By Farms.com
In 2024, cow-calf producers can enhance profitability through effective forage management. The key lies in maximizing grazing while minimizing costly feeds. With cattle prices on the rise, careful cost management remains essential, and feed costs, being the largest expense, demand attention.
Central to cost-effective cow-calf production is efficient use of natural grasses. This year, producers should aim to maximize grazing, reducing the dependence on harvested forage and supplemental feeds. Proper grazing management is not just a short-term solution but a strategic approach for future forage needs.

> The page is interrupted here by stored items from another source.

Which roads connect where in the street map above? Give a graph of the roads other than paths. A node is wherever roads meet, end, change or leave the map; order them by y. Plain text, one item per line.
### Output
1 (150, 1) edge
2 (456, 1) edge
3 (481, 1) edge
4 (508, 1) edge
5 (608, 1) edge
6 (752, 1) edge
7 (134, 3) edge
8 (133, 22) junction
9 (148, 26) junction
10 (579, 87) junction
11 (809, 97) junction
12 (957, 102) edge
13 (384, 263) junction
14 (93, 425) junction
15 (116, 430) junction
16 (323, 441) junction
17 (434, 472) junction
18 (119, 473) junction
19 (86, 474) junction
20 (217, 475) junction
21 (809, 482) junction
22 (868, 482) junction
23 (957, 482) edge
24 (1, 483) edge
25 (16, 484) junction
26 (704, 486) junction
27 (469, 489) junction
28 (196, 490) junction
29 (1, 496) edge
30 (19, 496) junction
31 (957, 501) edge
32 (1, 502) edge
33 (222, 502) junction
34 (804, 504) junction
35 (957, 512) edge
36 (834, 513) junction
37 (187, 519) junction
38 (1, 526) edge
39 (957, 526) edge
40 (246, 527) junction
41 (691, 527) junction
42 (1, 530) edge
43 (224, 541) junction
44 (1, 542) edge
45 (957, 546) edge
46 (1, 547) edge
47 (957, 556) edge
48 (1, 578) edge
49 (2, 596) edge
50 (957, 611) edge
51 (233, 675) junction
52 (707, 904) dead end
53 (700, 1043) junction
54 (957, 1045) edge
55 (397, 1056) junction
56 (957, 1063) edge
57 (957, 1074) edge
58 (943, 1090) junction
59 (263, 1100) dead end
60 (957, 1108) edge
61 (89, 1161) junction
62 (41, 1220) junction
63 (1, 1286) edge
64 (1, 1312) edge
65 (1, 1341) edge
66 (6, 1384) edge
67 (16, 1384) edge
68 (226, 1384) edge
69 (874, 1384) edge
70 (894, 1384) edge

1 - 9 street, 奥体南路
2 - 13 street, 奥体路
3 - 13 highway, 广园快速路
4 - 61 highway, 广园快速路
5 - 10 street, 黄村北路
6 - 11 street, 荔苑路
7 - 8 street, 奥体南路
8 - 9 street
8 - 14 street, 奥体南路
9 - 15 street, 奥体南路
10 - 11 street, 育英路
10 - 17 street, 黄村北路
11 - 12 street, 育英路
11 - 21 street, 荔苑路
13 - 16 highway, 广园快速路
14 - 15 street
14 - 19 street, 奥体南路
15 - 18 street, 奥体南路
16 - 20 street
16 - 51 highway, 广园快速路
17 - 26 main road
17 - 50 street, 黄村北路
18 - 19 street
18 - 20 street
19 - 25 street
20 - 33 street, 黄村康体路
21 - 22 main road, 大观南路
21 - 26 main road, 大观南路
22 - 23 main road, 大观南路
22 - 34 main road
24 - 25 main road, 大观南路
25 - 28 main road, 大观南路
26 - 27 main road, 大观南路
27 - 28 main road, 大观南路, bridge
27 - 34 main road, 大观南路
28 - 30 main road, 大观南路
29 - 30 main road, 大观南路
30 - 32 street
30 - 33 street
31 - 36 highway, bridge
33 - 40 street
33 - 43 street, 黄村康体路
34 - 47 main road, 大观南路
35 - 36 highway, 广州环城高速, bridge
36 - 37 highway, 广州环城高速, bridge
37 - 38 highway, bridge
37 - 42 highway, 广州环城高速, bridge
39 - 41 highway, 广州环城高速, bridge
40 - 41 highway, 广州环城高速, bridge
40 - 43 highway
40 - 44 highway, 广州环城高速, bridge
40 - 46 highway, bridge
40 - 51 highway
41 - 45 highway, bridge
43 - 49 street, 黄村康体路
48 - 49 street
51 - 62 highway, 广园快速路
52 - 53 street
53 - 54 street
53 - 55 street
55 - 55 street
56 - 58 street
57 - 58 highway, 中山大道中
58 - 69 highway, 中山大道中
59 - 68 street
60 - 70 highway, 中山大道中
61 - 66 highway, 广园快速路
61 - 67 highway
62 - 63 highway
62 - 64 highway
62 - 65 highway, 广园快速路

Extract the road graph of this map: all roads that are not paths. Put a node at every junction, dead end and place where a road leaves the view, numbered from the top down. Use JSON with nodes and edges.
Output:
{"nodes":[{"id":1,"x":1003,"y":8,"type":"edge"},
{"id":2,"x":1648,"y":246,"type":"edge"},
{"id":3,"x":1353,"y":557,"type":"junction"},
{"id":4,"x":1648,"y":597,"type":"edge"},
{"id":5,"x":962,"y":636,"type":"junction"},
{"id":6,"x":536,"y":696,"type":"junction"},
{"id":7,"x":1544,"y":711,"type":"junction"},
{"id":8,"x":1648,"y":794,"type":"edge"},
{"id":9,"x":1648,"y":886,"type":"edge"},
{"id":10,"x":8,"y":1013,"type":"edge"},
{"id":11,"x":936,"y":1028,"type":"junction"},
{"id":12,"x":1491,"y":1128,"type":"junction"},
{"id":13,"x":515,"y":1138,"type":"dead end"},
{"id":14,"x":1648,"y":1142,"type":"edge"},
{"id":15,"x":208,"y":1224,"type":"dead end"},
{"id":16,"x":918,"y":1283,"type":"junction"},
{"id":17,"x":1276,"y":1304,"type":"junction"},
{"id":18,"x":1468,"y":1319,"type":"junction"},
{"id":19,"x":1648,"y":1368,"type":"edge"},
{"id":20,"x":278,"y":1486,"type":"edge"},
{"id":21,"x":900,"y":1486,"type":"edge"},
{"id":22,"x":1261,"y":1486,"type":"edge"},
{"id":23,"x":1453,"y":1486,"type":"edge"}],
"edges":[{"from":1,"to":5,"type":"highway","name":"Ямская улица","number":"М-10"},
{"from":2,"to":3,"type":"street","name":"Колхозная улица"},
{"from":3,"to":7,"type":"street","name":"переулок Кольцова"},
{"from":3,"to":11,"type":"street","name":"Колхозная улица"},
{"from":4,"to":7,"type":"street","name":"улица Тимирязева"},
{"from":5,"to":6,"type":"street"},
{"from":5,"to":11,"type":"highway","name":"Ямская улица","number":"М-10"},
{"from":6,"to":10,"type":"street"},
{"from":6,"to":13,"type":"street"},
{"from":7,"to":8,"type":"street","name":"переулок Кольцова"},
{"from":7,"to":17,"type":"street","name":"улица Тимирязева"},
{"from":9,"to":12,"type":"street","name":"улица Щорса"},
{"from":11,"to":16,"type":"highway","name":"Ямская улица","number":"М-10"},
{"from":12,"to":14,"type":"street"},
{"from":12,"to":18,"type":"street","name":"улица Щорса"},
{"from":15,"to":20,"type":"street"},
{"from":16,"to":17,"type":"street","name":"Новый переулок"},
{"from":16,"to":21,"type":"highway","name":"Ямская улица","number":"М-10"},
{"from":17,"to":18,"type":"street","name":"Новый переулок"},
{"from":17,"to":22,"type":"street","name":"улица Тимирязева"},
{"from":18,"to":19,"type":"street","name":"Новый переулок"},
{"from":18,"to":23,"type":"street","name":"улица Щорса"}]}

Producers can utilize strategic fertilization for introduced forages to improve their yield and quality. For native ranges, deferred grazing can conserve forage for later periods. Crucial to this approach is understanding the diverse forage types, climate, and soil conditions, and setting realistic stocking rates based on forage assessments.
The difference in costs between pasture-fed and supplemented feeds is stark. Grazed forage proves much more economical than harvested hay. Unfortunately, convenience often leads to poor pasture management, resulting in the need for more hay, typically of lower quality.
This year, a shift in focus is needed. While round bales offer convenience, they can encourage wasteful practices. It’s essential to balance the convenience of round bales with effective management to avoid unnecessary costs.
By doing so, producers can add significant value to each cow, potentially increasing profitability by $150-$250 per head.